*YOUR OBJECTIVE*
In the entries below, find each line with the string "ウォルター通り" and copy it.
▬▬▬▬▬▬▬▬▬▬
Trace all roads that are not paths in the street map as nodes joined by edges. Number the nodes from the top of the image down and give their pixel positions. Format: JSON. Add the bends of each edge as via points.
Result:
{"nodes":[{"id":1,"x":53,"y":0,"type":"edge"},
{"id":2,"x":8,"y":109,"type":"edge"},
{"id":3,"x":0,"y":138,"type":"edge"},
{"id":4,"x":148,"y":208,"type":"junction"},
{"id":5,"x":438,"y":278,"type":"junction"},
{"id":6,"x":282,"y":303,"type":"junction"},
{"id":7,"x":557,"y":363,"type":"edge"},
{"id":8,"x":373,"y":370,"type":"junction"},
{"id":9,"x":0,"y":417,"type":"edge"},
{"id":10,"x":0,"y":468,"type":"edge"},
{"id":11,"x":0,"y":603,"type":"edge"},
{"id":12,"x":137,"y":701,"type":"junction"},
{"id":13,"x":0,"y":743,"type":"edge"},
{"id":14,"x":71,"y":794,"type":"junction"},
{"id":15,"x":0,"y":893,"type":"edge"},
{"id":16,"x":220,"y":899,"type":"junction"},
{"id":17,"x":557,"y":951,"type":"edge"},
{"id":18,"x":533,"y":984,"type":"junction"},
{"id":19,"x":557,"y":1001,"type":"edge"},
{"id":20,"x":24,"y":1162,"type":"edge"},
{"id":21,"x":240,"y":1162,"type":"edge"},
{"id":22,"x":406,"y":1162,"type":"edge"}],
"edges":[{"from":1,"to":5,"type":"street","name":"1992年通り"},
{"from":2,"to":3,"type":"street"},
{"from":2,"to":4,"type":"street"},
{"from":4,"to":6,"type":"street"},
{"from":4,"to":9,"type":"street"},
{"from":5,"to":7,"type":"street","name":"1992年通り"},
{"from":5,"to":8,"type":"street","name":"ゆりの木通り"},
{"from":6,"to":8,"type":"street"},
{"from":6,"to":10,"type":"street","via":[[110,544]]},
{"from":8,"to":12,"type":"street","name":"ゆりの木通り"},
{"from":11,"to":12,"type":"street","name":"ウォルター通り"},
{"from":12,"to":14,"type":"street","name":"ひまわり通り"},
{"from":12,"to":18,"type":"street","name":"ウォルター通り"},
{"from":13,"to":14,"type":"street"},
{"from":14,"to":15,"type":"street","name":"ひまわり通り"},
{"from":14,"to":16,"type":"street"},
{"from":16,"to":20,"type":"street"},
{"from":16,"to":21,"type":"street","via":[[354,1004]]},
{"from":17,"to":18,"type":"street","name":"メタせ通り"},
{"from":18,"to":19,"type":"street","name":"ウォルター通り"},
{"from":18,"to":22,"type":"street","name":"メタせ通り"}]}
▬▬▬▬▬▬▬▬▬▬
*REPLY*
{"from":11,"to":12,"type":"street","name":"ウォルター通り"},
{"from":12,"to":18,"type":"street","name":"ウォルター通り"},
{"from":18,"to":19,"type":"street","name":"ウォルター通り"},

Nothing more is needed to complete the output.